(Given data Opens)
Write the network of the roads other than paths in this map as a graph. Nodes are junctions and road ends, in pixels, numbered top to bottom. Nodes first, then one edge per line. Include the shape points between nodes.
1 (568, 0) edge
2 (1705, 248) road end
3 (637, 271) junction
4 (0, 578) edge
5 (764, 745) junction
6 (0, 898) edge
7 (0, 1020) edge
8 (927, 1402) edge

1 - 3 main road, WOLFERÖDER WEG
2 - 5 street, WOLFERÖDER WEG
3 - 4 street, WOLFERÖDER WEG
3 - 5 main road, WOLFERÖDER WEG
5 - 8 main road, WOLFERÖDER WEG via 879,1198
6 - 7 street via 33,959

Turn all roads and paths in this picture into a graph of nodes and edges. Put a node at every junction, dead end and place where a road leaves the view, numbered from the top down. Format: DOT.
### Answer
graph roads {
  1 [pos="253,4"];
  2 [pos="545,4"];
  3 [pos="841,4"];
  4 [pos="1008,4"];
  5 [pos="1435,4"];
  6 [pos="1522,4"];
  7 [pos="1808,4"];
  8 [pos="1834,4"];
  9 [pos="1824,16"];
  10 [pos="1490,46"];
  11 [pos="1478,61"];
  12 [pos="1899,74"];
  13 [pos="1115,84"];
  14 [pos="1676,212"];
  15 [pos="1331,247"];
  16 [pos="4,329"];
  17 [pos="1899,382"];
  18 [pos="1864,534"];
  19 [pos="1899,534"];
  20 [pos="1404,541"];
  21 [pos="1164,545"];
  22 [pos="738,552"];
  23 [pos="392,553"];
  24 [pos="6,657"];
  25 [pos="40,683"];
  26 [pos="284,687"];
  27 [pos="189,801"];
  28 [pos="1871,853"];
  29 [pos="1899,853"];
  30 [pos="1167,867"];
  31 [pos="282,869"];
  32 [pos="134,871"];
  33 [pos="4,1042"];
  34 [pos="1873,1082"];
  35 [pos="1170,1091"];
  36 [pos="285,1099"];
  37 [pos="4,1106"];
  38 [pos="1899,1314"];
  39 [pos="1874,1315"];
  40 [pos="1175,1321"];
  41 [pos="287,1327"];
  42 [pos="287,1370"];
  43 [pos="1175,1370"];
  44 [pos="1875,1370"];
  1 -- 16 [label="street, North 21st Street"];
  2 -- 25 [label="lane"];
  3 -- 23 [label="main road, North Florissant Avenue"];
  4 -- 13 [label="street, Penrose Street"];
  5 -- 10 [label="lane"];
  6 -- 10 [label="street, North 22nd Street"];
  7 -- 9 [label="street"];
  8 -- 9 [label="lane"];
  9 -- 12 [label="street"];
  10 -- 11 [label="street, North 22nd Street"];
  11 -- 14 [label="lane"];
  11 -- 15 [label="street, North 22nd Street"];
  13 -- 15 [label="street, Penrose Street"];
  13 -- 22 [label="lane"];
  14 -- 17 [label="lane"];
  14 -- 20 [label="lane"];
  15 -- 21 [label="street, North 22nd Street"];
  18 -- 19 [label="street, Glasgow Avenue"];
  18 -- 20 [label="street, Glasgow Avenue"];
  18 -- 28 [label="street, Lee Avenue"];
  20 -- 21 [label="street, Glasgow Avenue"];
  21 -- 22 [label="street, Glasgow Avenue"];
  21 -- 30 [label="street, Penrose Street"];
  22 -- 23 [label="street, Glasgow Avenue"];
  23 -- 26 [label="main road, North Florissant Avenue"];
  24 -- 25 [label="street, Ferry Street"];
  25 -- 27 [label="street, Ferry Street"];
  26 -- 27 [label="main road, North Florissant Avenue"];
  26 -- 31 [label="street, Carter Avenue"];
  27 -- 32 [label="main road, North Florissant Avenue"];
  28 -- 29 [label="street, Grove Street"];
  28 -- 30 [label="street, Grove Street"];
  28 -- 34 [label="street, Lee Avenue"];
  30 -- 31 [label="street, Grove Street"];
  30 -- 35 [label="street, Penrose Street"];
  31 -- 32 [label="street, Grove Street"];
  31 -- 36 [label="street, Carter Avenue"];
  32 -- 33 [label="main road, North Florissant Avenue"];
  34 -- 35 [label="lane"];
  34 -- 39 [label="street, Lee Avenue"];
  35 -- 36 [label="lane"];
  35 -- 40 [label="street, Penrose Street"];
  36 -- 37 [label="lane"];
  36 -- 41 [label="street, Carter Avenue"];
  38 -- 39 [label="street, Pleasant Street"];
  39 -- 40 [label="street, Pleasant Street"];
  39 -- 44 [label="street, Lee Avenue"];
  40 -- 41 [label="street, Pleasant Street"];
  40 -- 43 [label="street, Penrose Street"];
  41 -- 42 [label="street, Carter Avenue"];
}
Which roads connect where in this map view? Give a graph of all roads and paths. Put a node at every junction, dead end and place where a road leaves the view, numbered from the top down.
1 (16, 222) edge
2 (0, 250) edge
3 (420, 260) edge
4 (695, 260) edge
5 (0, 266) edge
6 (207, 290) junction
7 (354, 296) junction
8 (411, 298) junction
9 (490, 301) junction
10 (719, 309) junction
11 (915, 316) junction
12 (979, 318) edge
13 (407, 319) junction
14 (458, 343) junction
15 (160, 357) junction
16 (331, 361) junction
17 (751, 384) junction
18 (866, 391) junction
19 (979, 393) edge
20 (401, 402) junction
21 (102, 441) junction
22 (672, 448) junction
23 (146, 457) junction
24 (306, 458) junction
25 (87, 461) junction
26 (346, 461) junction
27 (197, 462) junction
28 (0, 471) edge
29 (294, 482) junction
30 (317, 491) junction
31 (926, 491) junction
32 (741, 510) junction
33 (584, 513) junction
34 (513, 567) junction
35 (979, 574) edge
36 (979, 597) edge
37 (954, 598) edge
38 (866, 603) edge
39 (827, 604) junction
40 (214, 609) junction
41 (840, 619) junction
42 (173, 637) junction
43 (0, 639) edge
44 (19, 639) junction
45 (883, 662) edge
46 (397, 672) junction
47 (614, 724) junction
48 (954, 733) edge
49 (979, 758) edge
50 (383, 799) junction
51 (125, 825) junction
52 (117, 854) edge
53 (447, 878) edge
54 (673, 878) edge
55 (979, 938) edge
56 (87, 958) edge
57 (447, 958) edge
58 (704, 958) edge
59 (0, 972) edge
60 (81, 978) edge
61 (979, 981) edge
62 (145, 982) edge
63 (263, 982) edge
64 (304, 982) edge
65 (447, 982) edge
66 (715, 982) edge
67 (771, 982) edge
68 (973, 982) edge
(Given data Closes)
Your answer should be a single number: the count of lines in the data that include the word "nodes".

[Answer for the task]
2